James also acknowledges the power of intuition, rejecting suggestions that data and analytics will replace the gut instincts of a manager or coach.

“It’s (intuition) tremendously valuable and we’ll never reach a point where data answers all the questions intuition poses.

“On a specific issue in baseball, the importance of catchers, there are many things like that, things which people suggest are tremendously important but you look and look, and can’t find that tremendous importance when you do. What happened in that case was that people looked and found something important, as opposed to an idea like clutch performance, the ability to perform at key moments, which is a mythical beast you can’t measure — but people still talk about it. On the possibility of replacing intuition, heading into a season, a team may have some players who can achieve maybe 50% of what they’re capable of, some achieve 10%, some nearly 100%.

“A good manager or coach can move that centre group from achieving 50% to 55%, then that’s much larger than anything we do by making the details work better.

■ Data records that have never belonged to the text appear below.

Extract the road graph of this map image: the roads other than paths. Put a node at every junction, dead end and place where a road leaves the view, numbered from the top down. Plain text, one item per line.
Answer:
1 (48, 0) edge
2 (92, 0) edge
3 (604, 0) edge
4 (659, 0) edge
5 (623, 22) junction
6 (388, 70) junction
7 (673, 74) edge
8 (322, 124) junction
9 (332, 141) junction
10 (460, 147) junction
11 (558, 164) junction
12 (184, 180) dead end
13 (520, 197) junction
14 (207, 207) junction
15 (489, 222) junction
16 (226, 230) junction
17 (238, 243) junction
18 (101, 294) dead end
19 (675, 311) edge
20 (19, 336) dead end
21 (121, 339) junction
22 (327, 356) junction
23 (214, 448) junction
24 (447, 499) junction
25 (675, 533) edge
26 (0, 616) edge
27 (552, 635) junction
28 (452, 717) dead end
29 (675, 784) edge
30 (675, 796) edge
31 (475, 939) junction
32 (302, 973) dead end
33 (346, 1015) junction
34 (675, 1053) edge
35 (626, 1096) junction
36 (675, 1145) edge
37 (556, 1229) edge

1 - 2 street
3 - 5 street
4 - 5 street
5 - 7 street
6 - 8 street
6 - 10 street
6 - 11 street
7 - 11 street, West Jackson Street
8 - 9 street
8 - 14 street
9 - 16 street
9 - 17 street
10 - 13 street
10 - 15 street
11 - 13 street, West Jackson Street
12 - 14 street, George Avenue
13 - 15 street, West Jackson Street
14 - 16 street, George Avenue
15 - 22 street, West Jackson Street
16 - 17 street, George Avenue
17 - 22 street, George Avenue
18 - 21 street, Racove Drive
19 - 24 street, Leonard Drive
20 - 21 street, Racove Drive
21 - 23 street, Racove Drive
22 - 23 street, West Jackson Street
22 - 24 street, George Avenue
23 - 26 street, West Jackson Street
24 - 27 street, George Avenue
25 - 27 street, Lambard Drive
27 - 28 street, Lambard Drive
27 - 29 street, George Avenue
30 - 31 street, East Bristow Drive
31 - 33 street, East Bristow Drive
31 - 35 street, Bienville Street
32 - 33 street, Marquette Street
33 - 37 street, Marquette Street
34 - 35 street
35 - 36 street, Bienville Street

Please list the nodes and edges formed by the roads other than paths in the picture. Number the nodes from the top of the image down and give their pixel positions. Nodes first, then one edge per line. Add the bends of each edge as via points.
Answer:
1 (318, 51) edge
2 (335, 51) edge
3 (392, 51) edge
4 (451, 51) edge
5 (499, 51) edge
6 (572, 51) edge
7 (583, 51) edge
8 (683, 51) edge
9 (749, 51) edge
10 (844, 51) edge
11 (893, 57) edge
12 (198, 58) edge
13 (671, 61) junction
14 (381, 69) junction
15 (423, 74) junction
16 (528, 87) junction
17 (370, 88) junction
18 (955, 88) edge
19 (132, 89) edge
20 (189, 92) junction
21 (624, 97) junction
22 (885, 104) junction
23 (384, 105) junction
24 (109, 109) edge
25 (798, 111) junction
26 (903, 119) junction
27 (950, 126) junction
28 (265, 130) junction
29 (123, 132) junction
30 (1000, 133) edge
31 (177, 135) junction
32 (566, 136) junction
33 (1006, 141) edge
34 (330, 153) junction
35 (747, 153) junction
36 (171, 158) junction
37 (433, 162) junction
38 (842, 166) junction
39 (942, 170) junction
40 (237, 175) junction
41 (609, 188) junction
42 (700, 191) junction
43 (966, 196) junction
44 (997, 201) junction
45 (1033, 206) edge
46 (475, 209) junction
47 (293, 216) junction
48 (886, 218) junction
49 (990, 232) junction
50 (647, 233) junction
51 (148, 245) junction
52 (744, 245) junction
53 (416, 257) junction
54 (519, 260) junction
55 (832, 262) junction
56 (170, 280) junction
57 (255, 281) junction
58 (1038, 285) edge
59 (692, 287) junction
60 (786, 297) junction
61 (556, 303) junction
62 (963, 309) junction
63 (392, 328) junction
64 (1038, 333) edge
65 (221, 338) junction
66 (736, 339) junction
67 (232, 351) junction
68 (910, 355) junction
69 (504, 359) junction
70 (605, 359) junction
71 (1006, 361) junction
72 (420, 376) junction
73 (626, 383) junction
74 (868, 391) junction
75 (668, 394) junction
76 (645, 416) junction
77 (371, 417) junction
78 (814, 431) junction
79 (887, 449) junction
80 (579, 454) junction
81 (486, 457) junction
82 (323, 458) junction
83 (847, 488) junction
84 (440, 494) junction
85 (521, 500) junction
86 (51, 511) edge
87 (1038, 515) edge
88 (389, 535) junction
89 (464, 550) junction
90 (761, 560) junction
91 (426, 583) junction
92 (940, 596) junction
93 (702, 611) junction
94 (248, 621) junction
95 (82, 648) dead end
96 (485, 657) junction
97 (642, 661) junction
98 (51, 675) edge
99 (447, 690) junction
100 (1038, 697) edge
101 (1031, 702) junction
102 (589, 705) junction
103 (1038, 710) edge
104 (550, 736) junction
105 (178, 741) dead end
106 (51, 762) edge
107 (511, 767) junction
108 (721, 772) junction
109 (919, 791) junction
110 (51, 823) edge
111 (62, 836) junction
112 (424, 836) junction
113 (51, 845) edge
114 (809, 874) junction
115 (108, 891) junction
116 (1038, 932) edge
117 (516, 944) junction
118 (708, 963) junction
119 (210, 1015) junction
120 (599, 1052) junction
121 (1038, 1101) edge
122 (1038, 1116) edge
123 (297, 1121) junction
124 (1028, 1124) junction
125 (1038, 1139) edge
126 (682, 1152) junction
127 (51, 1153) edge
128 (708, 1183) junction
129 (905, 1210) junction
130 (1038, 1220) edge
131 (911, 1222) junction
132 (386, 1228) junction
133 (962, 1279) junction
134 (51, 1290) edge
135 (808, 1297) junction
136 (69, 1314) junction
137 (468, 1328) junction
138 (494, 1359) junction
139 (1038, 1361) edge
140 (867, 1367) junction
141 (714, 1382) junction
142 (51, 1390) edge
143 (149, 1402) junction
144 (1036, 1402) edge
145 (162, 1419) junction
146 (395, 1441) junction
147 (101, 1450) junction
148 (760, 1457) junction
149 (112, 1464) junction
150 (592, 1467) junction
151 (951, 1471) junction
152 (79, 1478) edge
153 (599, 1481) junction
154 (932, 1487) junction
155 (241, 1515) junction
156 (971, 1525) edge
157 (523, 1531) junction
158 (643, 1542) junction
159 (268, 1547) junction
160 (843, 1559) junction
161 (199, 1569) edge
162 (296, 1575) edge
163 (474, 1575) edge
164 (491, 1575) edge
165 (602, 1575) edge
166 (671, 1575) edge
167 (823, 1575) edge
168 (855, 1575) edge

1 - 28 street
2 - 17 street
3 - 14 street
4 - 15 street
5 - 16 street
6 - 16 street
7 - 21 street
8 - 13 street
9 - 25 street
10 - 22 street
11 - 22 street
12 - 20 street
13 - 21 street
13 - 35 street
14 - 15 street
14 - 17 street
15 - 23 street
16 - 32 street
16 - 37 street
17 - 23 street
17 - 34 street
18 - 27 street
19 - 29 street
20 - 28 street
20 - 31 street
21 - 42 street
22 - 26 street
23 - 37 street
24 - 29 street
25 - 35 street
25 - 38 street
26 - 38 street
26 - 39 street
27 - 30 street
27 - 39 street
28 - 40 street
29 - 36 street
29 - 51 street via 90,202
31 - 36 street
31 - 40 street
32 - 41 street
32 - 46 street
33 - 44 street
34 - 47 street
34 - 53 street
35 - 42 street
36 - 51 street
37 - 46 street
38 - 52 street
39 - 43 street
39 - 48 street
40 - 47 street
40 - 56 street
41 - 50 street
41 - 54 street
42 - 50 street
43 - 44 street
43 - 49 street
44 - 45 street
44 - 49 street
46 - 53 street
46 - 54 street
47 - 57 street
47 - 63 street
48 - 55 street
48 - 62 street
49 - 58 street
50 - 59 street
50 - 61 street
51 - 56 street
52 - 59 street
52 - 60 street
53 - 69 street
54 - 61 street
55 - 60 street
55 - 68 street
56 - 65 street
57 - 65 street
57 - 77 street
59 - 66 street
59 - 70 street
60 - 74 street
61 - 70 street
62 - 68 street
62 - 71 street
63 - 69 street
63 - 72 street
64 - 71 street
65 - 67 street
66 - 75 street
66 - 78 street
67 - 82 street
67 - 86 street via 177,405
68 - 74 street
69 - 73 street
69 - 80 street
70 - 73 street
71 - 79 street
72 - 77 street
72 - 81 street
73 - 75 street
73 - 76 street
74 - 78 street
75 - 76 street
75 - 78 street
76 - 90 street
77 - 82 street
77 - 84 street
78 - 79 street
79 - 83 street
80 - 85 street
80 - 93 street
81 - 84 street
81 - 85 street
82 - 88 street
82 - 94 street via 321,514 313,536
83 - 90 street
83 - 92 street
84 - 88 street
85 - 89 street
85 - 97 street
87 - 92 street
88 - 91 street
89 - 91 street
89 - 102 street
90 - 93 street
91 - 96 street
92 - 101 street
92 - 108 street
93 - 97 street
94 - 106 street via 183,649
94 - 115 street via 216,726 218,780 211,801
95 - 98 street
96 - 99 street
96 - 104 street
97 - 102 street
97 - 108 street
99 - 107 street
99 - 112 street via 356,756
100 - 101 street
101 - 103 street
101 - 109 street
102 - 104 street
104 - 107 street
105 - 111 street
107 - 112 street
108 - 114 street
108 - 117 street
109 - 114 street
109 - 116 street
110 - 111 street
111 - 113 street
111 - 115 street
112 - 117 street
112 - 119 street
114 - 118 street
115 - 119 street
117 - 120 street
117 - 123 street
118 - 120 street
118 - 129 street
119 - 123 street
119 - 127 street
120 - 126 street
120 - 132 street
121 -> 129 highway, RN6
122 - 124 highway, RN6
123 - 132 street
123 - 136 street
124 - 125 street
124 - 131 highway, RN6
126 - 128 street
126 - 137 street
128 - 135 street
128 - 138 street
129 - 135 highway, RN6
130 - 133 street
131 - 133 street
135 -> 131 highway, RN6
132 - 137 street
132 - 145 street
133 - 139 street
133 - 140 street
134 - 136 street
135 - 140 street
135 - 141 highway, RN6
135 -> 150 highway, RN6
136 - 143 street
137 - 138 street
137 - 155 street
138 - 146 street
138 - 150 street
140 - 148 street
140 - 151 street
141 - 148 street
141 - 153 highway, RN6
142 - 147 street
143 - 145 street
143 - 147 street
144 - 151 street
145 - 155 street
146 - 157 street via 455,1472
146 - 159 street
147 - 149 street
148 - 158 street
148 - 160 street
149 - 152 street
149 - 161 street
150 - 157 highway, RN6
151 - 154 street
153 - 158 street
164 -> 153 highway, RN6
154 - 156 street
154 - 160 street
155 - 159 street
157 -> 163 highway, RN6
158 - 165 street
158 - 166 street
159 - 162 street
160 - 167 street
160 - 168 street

“There’s still a much larger role for the intuition of a manager, I think, than for data, which is detail-driven.”

Though James is now embedded in the baseball establishment, he points out the inherent power of sports fans: “If the people in this room organised to collect data (for sport) they’d do it better than any company could.

“In the early 80s, we went to the professionals who collected the Major League baseball data and they said ‘it’s ours you can’t get to it’ so we said ‘screw you’ and organised ourselves as fans to collect data.

“In five years we were way ahead of them in terms of data. That can be done in any sport because in any sport the fans are more numerous and powerful, they can collect anything to get far ahead of the professionals. Then the professionals are in the position of playing catch-up.”

He doesn’t publish The Bill James Baseball Abstract but he does have a website on which to air his baseball thoughts. “We charge $3 a month for access, to keep the riff-raff out,” he said before adding: “And it keeps the riff-raff out.”

James has also written Popular Crime — Reflections on the Celebration of Violence to reflect the “hundreds” of crime books he’s read over the years.

Even now he’s working on a book covering a “terrible crime committed 100 years ago”.

Crime and punishment? That’s where we came in.